Early Life and Education
John Kenneth Amoah was born on January 22, 1914, to Opanin Kwabena Bi and Madam Serwaah Bi at Kofiase, Ashanti Region, Ghana.1
Sometime in the 1920s and 1930s, while still a youngster, Amoah traveled to various towns and villages in the Ashanti Region with pastors and leaders of the Seventh-day Adventist Church, on the Lord’s errand. One of his main assignments during these trips was to carry the lamp during night times, leading the way for pastors, evangelists, and other church officials. Impressed by his dedication and faithfulness to his job, one of the foreign Seventh-day Adventist leaders visiting Ghana once joyfully and prophetically told him, “Kwaku Amoah, God’s hero to whom we are saying goodbye today, you will carry God’s light all the days of your life.”2 Pastor Amoah’s life from then until 2000, when he peacefully fell asleep in the Lord, substantially fulfilled this prophecy.

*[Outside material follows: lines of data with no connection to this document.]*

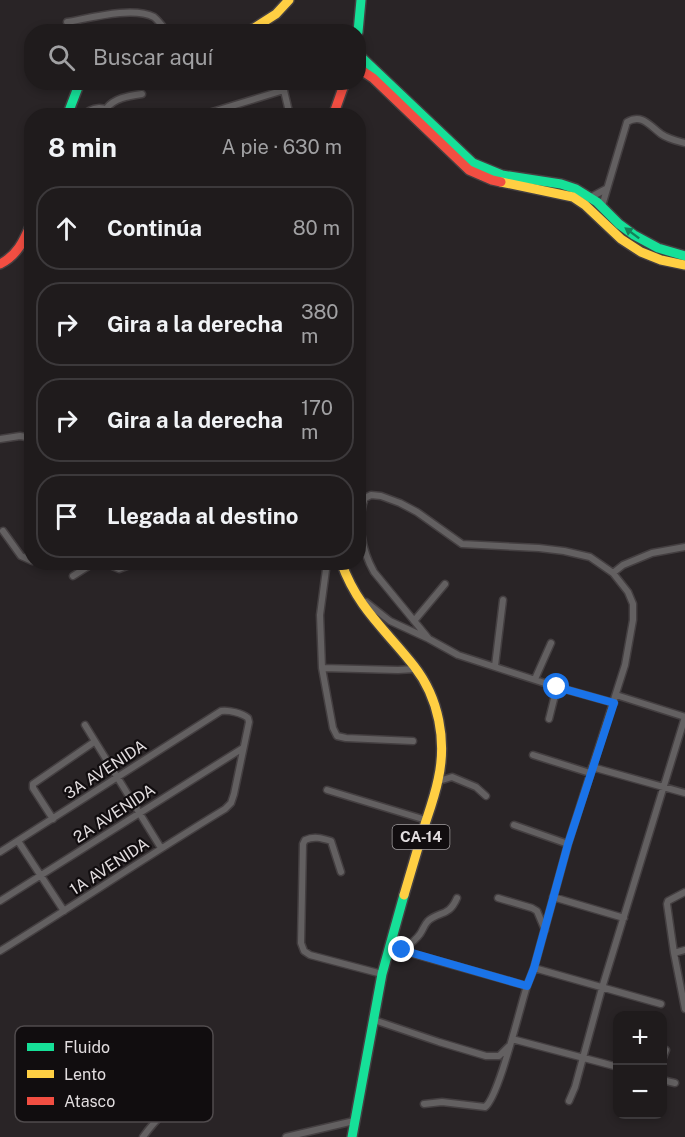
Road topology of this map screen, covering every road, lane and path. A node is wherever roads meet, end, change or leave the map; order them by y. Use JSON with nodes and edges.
{"nodes":[{"id":1,"x":289,"y":0,"type":"edge"},
{"id":2,"x":361,"y":0,"type":"edge"},
{"id":3,"x":67,"y":22,"type":"dead end"},
{"id":4,"x":161,"y":24,"type":"edge"},
{"id":5,"x":260,"y":24,"type":"edge"},
{"id":6,"x":359,"y":24,"type":"edge"},
{"id":7,"x":366,"y":62,"type":"edge"},
{"id":8,"x":366,"y":73,"type":"edge"},
{"id":9,"x":77,"y":90,"type":"edge"},
{"id":10,"x":272,"y":90,"type":"edge"},
{"id":11,"x":284,"y":90,"type":"edge"},
{"id":12,"x":342,"y":90,"type":"edge"},
{"id":13,"x":142,"y":94,"type":"dead end"},
{"id":14,"x":70,"y":108,"type":"edge"},
{"id":15,"x":107,"y":108,"type":"edge"},
{"id":16,"x":221,"y":108,"type":"edge"},
{"id":17,"x":288,"y":108,"type":"edge"},
{"id":18,"x":336,"y":108,"type":"edge"},
{"id":19,"x":685,"y":143,"type":"edge"},
{"id":20,"x":606,"y":189,"type":"junction"},
{"id":21,"x":591,"y":197,"type":"junction"},
{"id":22,"x":602,"y":206,"type":"junction"},
{"id":23,"x":24,"y":239,"type":"edge"},
{"id":24,"x":685,"y":256,"type":"edge"},
{"id":25,"x":0,"y":264,"type":"edge"},
{"id":26,"x":685,"y":265,"type":"edge"},
{"id":27,"x":24,"y":437,"type":"edge"},
{"id":28,"x":0,"y":439,"type":"edge"},
{"id":29,"x":366,"y":497,"type":"edge"},
{"id":30,"x":3,"y":531,"type":"dead end"},
{"id":31,"x":685,"y":547,"type":"edge"},
{"id":32,"x":366,"y":553,"type":"edge"},
{"id":33,"x":24,"y":557,"type":"edge"},
{"id":34,"x":82,"y":570,"type":"edge"},
{"id":35,"x":326,"y":570,"type":"edge"},
{"id":36,"x":343,"y":570,"type":"edge"},
{"id":37,"x":613,"y":573,"type":"junction"},
{"id":38,"x":73,"y":576,"type":"dead end"},
{"id":39,"x":445,"y":585,"type":"dead end"},
{"id":40,"x":354,"y":590,"type":"junction"},
{"id":41,"x":503,"y":600,"type":"dead end"},
{"id":42,"x":414,"y":621,"type":"junction"},
{"id":43,"x":429,"y":639,"type":"junction"},
{"id":44,"x":550,"y":643,"type":"dead end"},
{"id":45,"x":495,"y":666,"type":"junction"},
{"id":46,"x":322,"y":668,"type":"junction"},
{"id":47,"x":416,"y":669,"type":"junction"},
{"id":48,"x":535,"y":679,"type":"junction"},
{"id":49,"x":557,"y":687,"type":"junction"},
{"id":50,"x":616,"y":695,"type":"junction"},
{"id":51,"x":614,"y":703,"type":"junction"},
{"id":52,"x":685,"y":717,"type":"edge"},
{"id":53,"x":549,"y":719,"type":"dead end"},
{"id":54,"x":85,"y":725,"type":"dead end"},
{"id":55,"x":413,"y":741,"type":"dead end"},
{"id":56,"x":94,"y":742,"type":"junction"},
{"id":57,"x":243,"y":748,"type":"junction"},
{"id":58,"x":533,"y":755,"type":"dead end"},
{"id":59,"x":591,"y":770,"type":"junction"},
{"id":60,"x":117,"y":778,"type":"junction"},
{"id":61,"x":438,"y":781,"type":"junction"},
{"id":62,"x":664,"y":787,"type":"junction"},
{"id":63,"x":327,"y":790,"type":"dead end"},
{"id":64,"x":685,"y":793,"type":"edge"},
{"id":65,"x":486,"y":796,"type":"dead end"},
{"id":66,"x":140,"y":812,"type":"junction"},
{"id":67,"x":53,"y":819,"type":"junction"},
{"id":68,"x":427,"y":820,"type":"junction"},
{"id":69,"x":514,"y":825,"type":"dead end"},
{"id":70,"x":18,"y":841,"type":"junction"},
{"id":71,"x":568,"y":844,"type":"junction"},
{"id":72,"x":161,"y":848,"type":"junction"},
{"id":73,"x":0,"y":852,"type":"edge"},
{"id":74,"x":341,"y":872,"type":"dead end"},
{"id":75,"x":41,"y":876,"type":"junction"},
{"id":76,"x":685,"y":892,"type":"edge"},
{"id":77,"x":458,"y":897,"type":"dead end"},
{"id":78,"x":553,"y":897,"type":"junction"},
{"id":79,"x":498,"y":898,"type":"dead end"},
{"id":80,"x":0,"y":902,"type":"edge"},
{"id":81,"x":64,"y":911,"type":"junction"},
{"id":82,"x":624,"y":918,"type":"junction"},
{"id":83,"x":545,"y":930,"type":"junction"},
{"id":84,"x":389,"y":947,"type":"junction"},
{"id":85,"x":402,"y":950,"type":"junction"},
{"id":86,"x":685,"y":950,"type":"edge"},
{"id":87,"x":0,"y":951,"type":"edge"},
{"id":88,"x":674,"y":953,"type":"junction"},
{"id":89,"x":534,"y":968,"type":"junction"},
{"id":90,"x":382,"y":974,"type":"junction"},
{"id":91,"x":527,"y":986,"type":"junction"},
{"id":92,"x":602,"y":988,"type":"junction"},
{"id":93,"x":661,"y":1004,"type":"dead end"},
{"id":94,"x":685,"y":1009,"type":"edge"},
{"id":95,"x":374,"y":1020,"type":"junction"},
{"id":96,"x":511,"y":1042,"type":"junction"},
{"id":97,"x":583,"y":1058,"type":"junction"},
{"id":98,"x":613,"y":1066,"type":"edge"},
{"id":99,"x":667,"y":1081,"type":"edge"},
{"id":100,"x":675,"y":1083,"type":"dead end"},
{"id":101,"x":569,"y":1101,"type":"dead end"},
{"id":102,"x":424,"y":1104,"type":"dead end"},
{"id":103,"x":354,"y":1121,"type":"junction"},
{"id":104,"x":155,"y":1122,"type":"edge"},
{"id":105,"x":143,"y":1137,"type":"edge"},
{"id":106,"x":286,"y":1137,"type":"edge"},
{"id":107,"x":352,"y":1137,"type":"edge"}],
"edges":[{"from":1,"to":5,"type":"main road"},
{"from":2,"to":6,"type":"main road"},
{"from":3,"to":4,"type":"street"},
{"from":7,"to":21,"type":"main road"},
{"from":8,"to":26,"type":"main road"},
{"from":9,"to":14,"type":"main road"},
{"from":10,"to":16,"type":"street"},
{"from":11,"to":17,"type":"street"},
{"from":12,"to":18,"type":"main road"},
{"from":13,"to":15,"type":"street"},
{"from":19,"to":20,"type":"street"},
{"from":20,"to":21,"type":"street"},
{"from":20,"to":22,"type":"street"},
{"from":21,"to":22,"type":"main road"},
{"from":24,"to":22,"type":"main road","one_way":true},
{"from":23,"to":25,"type":"main road"},
{"from":27,"to":28,"type":"street"},
{"from":29,"to":37,"type":"street"},
{"from":30,"to":33,"type":"street"},
{"from":31,"to":37,"type":"street"},
{"from":32,"to":42,"type":"street"},
{"from":34,"to":38,"type":"street"},
{"from":35,"to":46,"type":"street"},
{"from":36,"to":40,"type":"main road","number":"CA-14"},
{"from":37,"to":50,"type":"street"},
{"from":39,"to":42,"type":"street"},
{"from":40,"to":43,"type":"street"},
{"from":40,"to":47,"type":"main road","number":"CA-14"},
{"from":41,"to":45,"type":"street"},
{"from":42,"to":43,"type":"street"},
{"from":43,"to":45,"type":"street"},
{"from":44,"to":48,"type":"street"},
{"from":45,"to":48,"type":"street"},
{"from":46,"to":47,"type":"street"},
{"from":46,"to":55,"type":"street"},
{"from":47,"to":61,"type":"main road","number":"CA-14"},
{"from":48,"to":49,"type":"street"},
{"from":49,"to":51,"type":"street"},
{"from":49,"to":53,"type":"street"},
{"from":50,"to":51,"type":"street"},
{"from":50,"to":52,"type":"street"},
{"from":51,"to":59,"type":"street"},
{"from":52,"to":62,"type":"street"},
{"from":54,"to":56,"type":"street"},
{"from":56,"to":60,"type":"street"},
{"from":56,"to":67,"type":"street"},
{"from":57,"to":60,"type":"street","name":"3A AVENIDA"},
{"from":57,"to":66,"type":"street","name":"2A AVENIDA"},
{"from":57,"to":72,"type":"street","name":"1A AVENIDA"},
{"from":58,"to":59,"type":"street"},
{"from":59,"to":62,"type":"street"},
{"from":59,"to":71,"type":"street"},
{"from":60,"to":66,"type":"street"},
{"from":60,"to":67,"type":"street","name":"3A AVENIDA"},
{"from":61,"to":65,"type":"street"},
{"from":61,"to":68,"type":"main road","number":"CA-14"},
{"from":62,"to":64,"type":"street"},
{"from":62,"to":82,"type":"street"},
{"from":63,"to":68,"type":"street"},
{"from":66,"to":72,"type":"street"},
{"from":66,"to":75,"type":"street","name":"2A AVENIDA"},
{"from":67,"to":70,"type":"street","name":"3A AVENIDA"},
{"from":68,"to":84,"type":"main road","number":"CA-14"},
{"from":69,"to":71,"type":"street"},
{"from":70,"to":73,"type":"street","name":"3A AVENIDA"},
{"from":70,"to":75,"type":"street"},
{"from":71,"to":78,"type":"street"},
{"from":72,"to":81,"type":"street","name":"1A AVENIDA"},
{"from":74,"to":90,"type":"street"},
{"from":75,"to":80,"type":"street","name":"2A AVENIDA"},
{"from":75,"to":81,"type":"street"},
{"from":76,"to":88,"type":"street"},
{"from":77,"to":85,"type":"street"},
{"from":78,"to":82,"type":"street"},
{"from":78,"to":83,"type":"street"},
{"from":79,"to":83,"type":"street"},
{"from":81,"to":87,"type":"street","name":"1A AVENIDA"},
{"from":82,"to":92,"type":"street"},
{"from":83,"to":89,"type":"street"},
{"from":84,"to":85,"type":"street"},
{"from":84,"to":90,"type":"main road","number":"CA-14"},
{"from":85,"to":91,"type":"street"},
{"from":86,"to":88,"type":"street"},
{"from":88,"to":94,"type":"street"},
{"from":89,"to":91,"type":"street"},
{"from":89,"to":92,"type":"street"},
{"from":90,"to":95,"type":"main road","number":"CA-14"},
{"from":91,"to":96,"type":"street"},
{"from":92,"to":93,"type":"street"},
{"from":92,"to":97,"type":"street"},
{"from":95,"to":96,"type":"street"},
{"from":95,"to":103,"type":"main road","number":"CA-14"},
{"from":96,"to":97,"type":"street"},
{"from":96,"to":102,"type":"street"},
{"from":97,"to":98,"type":"street"},
{"from":97,"to":101,"type":"street"},
{"from":99,"to":100,"type":"street"},
{"from":103,"to":106,"type":"street"},
{"from":103,"to":107,"type":"main road","number":"CA-14"},
{"from":104,"to":105,"type":"street"}]}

After completing Senior School, Amoah joined the gospel ministry as a teacher evangelist in 1932 and was posted to Yonso, where he worked for one year. From 1932 to 1943 he worked as a teacher evangelist in the towns of Kokoben, Anyinasu and Wiamoase, Agona, Kumasi, and Patriensa.3
Pastor Amoah was diligent in his work and had the desire to climb higher on the academic ladder. Therefore, in 1947, he entered the then Seventh-day Adventist Teacher Training College in Bekwai, leaving in 1948 with a teacher’s qualification. He was subsequently appointed as a Bible teacher and housemaster of Bekwai Seventh-day Adventist Secondary School. While there, he took the World Correspondence Courses I & II from the Voice of Prophecy in Los Angeles, California, United States of America (U.S.A.).4
Career
Pastor Amoah was ordained on December 11, 1948, at Kwame Danso and was transferred from the Secondary School in 1949 to Kete Krachi to be a district pastor. He was there for a year and then was posted to the Seventh-day Adventist seminary in Bekwai as the Bible teacher and district pastor. He performed these two roles from 1950 to 1956. Between 1957 and 1964, Pastor Amoah was the district pastor for Mampong District of Seventh-day Adventists. At the same time, he enrolled as a student in the People’s Educational Association (PEA) Institute of Extra-Mural Studies at the University of Ghana, ending his course in 1962.5
On January 13, 1965, he was elected as president of the then Ghana Mission with headquarters in Kumasi, a position he held until 1970. There was a remarkable growth in the Church’s expansion program, so the church in Ghana attained conference status on Christmas Day 1970; hence, he became the president of Ghana Conference.6 Owen Troy’s great stewardship drive and the resulting financial growth that became evident from 1964 to 1966 occurred during Amoah’s days and was one key factor that helped bring about the move from mission to conference status in 1970.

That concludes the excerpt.